Monday, March 06, 2006

1806-2006: Bicentennial of the End of History

The End of History: I love that campy academic idea.

To commemorate the bicentennial on this blog, I link to Francis Fukuyama's lecture The End of History? presented at the University of Chicago to an audience including the late Allan Bloom.

In 1806, as Napolean I and the French army defeated the Prussians at Jena, Georg Wilhelm Friedrich Hegel wrote that civilisation had reached the End of History. What was he thinking? Napolean of course had been a general in the fledging French Republic before seizing power as an "enlightened despot."

For Hegel, it was about the big picture, the evolution of society from tribe, to theocracy, to democracy, not about the bumps and snags along the way.
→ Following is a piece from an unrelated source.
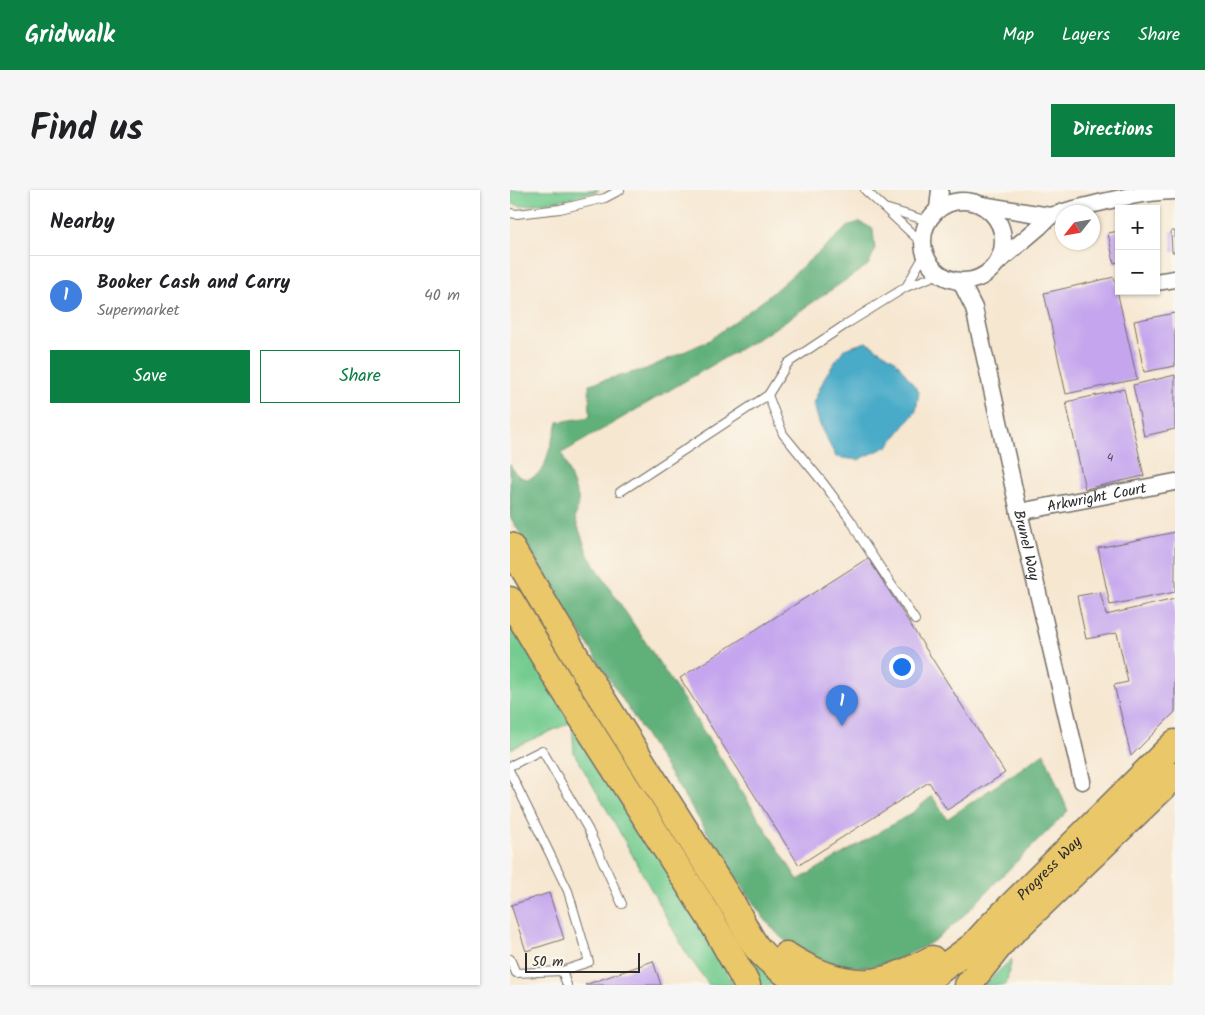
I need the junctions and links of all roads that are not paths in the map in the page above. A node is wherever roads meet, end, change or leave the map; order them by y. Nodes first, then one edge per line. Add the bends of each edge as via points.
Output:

Hegel believed that after winning independence in the US (1776) and France (1789), humanity had realized the ideal of Liberal Democracy and so achieved the final evolution of human government, never to look back, because there were no more unbearable and irrational contradictions to resolve. But others begged to differ. Communists of course thought that inherent contradictions between Labor and Capital would force an evolution to Socialism. Facists saw inherent human political, psychological, and moral weaknesses (anomie) as contradictions to be resolved by martial dictatorship. At least yesterday's facists stated their case clearly.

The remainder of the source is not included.